● YOUR INSTRUCTIONS: Reproduce the listing verbatim.
# # # #
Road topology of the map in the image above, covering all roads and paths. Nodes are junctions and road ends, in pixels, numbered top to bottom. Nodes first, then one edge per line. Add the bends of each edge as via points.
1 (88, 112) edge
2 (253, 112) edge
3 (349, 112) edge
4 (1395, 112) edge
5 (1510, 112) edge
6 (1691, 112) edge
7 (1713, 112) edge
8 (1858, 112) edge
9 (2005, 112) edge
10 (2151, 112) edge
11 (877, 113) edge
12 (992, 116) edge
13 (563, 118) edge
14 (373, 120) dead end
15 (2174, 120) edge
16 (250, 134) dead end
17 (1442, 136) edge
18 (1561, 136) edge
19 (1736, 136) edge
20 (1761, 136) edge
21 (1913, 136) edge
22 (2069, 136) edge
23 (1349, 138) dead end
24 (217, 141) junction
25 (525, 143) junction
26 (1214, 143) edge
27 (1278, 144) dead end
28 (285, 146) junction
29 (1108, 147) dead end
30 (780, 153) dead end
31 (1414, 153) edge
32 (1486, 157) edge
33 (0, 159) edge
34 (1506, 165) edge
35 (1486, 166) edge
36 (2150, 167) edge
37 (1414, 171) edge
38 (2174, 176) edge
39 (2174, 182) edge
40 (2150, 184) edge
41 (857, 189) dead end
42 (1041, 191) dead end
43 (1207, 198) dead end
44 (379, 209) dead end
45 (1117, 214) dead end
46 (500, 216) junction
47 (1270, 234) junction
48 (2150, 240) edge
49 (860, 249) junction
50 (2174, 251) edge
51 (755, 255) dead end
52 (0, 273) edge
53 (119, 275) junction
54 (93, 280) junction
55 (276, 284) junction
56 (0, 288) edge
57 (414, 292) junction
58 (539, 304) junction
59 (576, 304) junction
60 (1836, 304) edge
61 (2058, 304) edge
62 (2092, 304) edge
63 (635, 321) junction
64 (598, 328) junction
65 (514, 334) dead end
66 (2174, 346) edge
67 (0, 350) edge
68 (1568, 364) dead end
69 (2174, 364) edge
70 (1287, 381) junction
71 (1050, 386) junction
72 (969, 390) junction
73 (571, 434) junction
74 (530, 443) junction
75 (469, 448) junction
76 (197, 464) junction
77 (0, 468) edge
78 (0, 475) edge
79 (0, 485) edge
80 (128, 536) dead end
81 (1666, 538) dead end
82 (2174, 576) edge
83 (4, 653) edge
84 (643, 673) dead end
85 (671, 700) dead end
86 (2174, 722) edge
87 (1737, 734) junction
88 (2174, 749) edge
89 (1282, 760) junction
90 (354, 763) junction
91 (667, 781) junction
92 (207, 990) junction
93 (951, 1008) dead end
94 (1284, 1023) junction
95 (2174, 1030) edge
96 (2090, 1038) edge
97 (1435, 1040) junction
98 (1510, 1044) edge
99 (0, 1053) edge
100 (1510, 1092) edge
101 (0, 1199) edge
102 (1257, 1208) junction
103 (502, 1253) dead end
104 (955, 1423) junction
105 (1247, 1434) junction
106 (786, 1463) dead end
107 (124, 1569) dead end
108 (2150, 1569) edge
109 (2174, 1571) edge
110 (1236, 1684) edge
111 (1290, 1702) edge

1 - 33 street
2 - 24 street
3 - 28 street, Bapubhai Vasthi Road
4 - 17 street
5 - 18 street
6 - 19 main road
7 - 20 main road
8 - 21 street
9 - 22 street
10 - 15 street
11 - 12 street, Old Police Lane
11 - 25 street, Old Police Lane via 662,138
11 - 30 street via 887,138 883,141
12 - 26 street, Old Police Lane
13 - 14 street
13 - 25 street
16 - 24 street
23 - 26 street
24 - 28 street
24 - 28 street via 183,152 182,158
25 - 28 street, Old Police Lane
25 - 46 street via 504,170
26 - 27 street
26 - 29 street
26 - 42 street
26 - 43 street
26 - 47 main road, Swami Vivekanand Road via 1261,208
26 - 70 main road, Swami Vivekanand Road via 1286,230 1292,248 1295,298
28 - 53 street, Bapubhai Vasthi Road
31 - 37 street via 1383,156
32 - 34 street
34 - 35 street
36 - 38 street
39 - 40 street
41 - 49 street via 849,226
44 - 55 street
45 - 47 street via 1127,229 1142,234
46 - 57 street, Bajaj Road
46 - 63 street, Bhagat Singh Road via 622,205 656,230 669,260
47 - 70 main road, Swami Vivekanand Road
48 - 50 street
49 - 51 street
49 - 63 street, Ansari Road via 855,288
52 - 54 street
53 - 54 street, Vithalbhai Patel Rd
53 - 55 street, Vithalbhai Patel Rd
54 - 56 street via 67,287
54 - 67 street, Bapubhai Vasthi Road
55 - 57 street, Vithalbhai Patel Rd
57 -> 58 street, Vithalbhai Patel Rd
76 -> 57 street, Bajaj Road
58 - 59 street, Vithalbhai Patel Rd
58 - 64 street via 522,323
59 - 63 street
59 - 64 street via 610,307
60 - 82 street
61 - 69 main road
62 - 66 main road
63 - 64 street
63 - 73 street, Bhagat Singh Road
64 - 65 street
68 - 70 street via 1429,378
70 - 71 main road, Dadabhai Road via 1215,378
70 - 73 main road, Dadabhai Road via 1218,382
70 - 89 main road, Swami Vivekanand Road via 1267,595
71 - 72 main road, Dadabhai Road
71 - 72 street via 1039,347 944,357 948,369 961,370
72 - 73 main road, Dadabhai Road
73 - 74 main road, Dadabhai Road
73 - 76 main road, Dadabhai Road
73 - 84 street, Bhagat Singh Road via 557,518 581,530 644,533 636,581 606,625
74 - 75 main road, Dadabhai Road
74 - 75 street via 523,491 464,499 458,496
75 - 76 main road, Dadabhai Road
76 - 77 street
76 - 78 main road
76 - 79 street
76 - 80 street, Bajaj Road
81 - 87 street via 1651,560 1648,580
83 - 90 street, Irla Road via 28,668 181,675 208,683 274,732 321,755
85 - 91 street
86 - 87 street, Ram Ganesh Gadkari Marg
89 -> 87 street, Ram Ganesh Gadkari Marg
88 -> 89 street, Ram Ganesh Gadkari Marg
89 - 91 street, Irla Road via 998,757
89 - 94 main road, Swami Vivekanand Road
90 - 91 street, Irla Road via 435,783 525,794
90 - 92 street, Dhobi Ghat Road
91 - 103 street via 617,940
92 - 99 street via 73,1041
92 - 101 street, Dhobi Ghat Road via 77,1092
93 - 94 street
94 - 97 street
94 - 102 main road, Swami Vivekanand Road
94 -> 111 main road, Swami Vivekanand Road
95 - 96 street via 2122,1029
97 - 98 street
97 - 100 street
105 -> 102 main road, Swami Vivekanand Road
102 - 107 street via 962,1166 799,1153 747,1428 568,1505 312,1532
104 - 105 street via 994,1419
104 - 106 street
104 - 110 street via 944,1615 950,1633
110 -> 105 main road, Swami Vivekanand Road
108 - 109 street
# # # #
● SOLUTION FOR THIS TASK:
Road topology of the map in the image above, covering all roads and paths. Nodes are junctions and road ends, in pixels, numbered top to bottom. Nodes first, then one edge per line. Add the bends of each edge as via points.
1 (88, 112) edge
2 (253, 112) edge
3 (349, 112) edge
4 (1395, 112) edge
5 (1510, 112) edge
6 (1691, 112) edge
7 (1713, 112) edge
8 (1858, 112) edge
9 (2005, 112) edge
10 (2151, 112) edge
11 (877, 113) edge
12 (992, 116) edge
13 (563, 118) edge
14 (373, 120) dead end
15 (2174, 120) edge
16 (250, 134) dead end
17 (1442, 136) edge
18 (1561, 136) edge
19 (1736, 136) edge
20 (1761, 136) edge
21 (1913, 136) edge
22 (2069, 136) edge
23 (1349, 138) dead end
24 (217, 141) junction
25 (525, 143) junction
26 (1214, 143) edge
27 (1278, 144) dead end
28 (285, 146) junction
29 (1108, 147) dead end
30 (780, 153) dead end
31 (1414, 153) edge
32 (1486, 157) edge
33 (0, 159) edge
34 (1506, 165) edge
35 (1486, 166) edge
36 (2150, 167) edge
37 (1414, 171) edge
38 (2174, 176) edge
39 (2174, 182) edge
40 (2150, 184) edge
41 (857, 189) dead end
42 (1041, 191) dead end
43 (1207, 198) dead end
44 (379, 209) dead end
45 (1117, 214) dead end
46 (500, 216) junction
47 (1270, 234) junction
48 (2150, 240) edge
49 (860, 249) junction
50 (2174, 251) edge
51 (755, 255) dead end
52 (0, 273) edge
53 (119, 275) junction
54 (93, 280) junction
55 (276, 284) junction
56 (0, 288) edge
57 (414, 292) junction
58 (539, 304) junction
59 (576, 304) junction
60 (1836, 304) edge
61 (2058, 304) edge
62 (2092, 304) edge
63 (635, 321) junction
64 (598, 328) junction
65 (514, 334) dead end
66 (2174, 346) edge
67 (0, 350) edge
68 (1568, 364) dead end
69 (2174, 364) edge
70 (1287, 381) junction
71 (1050, 386) junction
72 (969, 390) junction
73 (571, 434) junction
74 (530, 443) junction
75 (469, 448) junction
76 (197, 464) junction
77 (0, 468) edge
78 (0, 475) edge
79 (0, 485) edge
80 (128, 536) dead end
81 (1666, 538) dead end
82 (2174, 576) edge
83 (4, 653) edge
84 (643, 673) dead end
85 (671, 700) dead end
86 (2174, 722) edge
87 (1737, 734) junction
88 (2174, 749) edge
89 (1282, 760) junction
90 (354, 763) junction
91 (667, 781) junction
92 (207, 990) junction
93 (951, 1008) dead end
94 (1284, 1023) junction
95 (2174, 1030) edge
96 (2090, 1038) edge
97 (1435, 1040) junction
98 (1510, 1044) edge
99 (0, 1053) edge
100 (1510, 1092) edge
101 (0, 1199) edge
102 (1257, 1208) junction
103 (502, 1253) dead end
104 (955, 1423) junction
105 (1247, 1434) junction
106 (786, 1463) dead end
107 (124, 1569) dead end
108 (2150, 1569) edge
109 (2174, 1571) edge
110 (1236, 1684) edge
111 (1290, 1702) edge

1 - 33 street
2 - 24 street
3 - 28 street, Bapubhai Vasthi Road
4 - 17 street
5 - 18 street
6 - 19 main road
7 - 20 main road
8 - 21 street
9 - 22 street
10 - 15 street
11 - 12 street, Old Police Lane
11 - 25 street, Old Police Lane via 662,138
11 - 30 street via 887,138 883,141
12 - 26 street, Old Police Lane
13 - 14 street
13 - 25 street
16 - 24 street
23 - 26 street
24 - 28 street
24 - 28 street via 183,152 182,158
25 - 28 street, Old Police Lane
25 - 46 street via 504,170
26 - 27 street
26 - 29 street
26 - 42 street
26 - 43 street
26 - 47 main road, Swami Vivekanand Road via 1261,208
26 - 70 main road, Swami Vivekanand Road via 1286,230 1292,248 1295,298
28 - 53 street, Bapubhai Vasthi Road
31 - 37 street via 1383,156
32 - 34 street
34 - 35 street
36 - 38 street
39 - 40 street
41 - 49 street via 849,226
44 - 55 street
45 - 47 street via 1127,229 1142,234
46 - 57 street, Bajaj Road
46 - 63 street, Bhagat Singh Road via 622,205 656,230 669,260
47 - 70 main road, Swami Vivekanand Road
48 - 50 street
49 - 51 street
49 - 63 street, Ansari Road via 855,288
52 - 54 street
53 - 54 street, Vithalbhai Patel Rd
53 - 55 street, Vithalbhai Patel Rd
54 - 56 street via 67,287
54 - 67 street, Bapubhai Vasthi Road
55 - 57 street, Vithalbhai Patel Rd
57 -> 58 street, Vithalbhai Patel Rd
76 -> 57 street, Bajaj Road
58 - 59 street, Vithalbhai Patel Rd
58 - 64 street via 522,323
59 - 63 street
59 - 64 street via 610,307
60 - 82 street
61 - 69 main road
62 - 66 main road
63 - 64 street
63 - 73 street, Bhagat Singh Road
64 - 65 street
68 - 70 street via 1429,378
70 - 71 main road, Dadabhai Road via 1215,378
70 - 73 main road, Dadabhai Road via 1218,382
70 - 89 main road, Swami Vivekanand Road via 1267,595
71 - 72 main road, Dadabhai Road
71 - 72 street via 1039,347 944,357 948,369 961,370
72 - 73 main road, Dadabhai Road
73 - 74 main road, Dadabhai Road
73 - 76 main road, Dadabhai Road
73 - 84 street, Bhagat Singh Road via 557,518 581,530 644,533 636,581 606,625
74 - 75 main road, Dadabhai Road
74 - 75 street via 523,491 464,499 458,496
75 - 76 main road, Dadabhai Road
76 - 77 street
76 - 78 main road
76 - 79 street
76 - 80 street, Bajaj Road
81 - 87 street via 1651,560 1648,580
83 - 90 street, Irla Road via 28,668 181,675 208,683 274,732 321,755
85 - 91 street
86 - 87 street, Ram Ganesh Gadkari Marg
89 -> 87 street, Ram Ganesh Gadkari Marg
88 -> 89 street, Ram Ganesh Gadkari Marg
89 - 91 street, Irla Road via 998,757
89 - 94 main road, Swami Vivekanand Road
90 - 91 street, Irla Road via 435,783 525,794
90 - 92 street, Dhobi Ghat Road
91 - 103 street via 617,940
92 - 99 street via 73,1041
92 - 101 street, Dhobi Ghat Road via 77,1092
93 - 94 street
94 - 97 street
94 - 102 main road, Swami Vivekanand Road
94 -> 111 main road, Swami Vivekanand Road
95 - 96 street via 2122,1029
97 - 98 street
97 - 100 street
105 -> 102 main road, Swami Vivekanand Road
102 - 107 street via 962,1166 799,1153 747,1428 568,1505 312,1532
104 - 105 street via 994,1419
104 - 106 street
104 - 110 street via 944,1615 950,1633
110 -> 105 main road, Swami Vivekanand Road
108 - 109 street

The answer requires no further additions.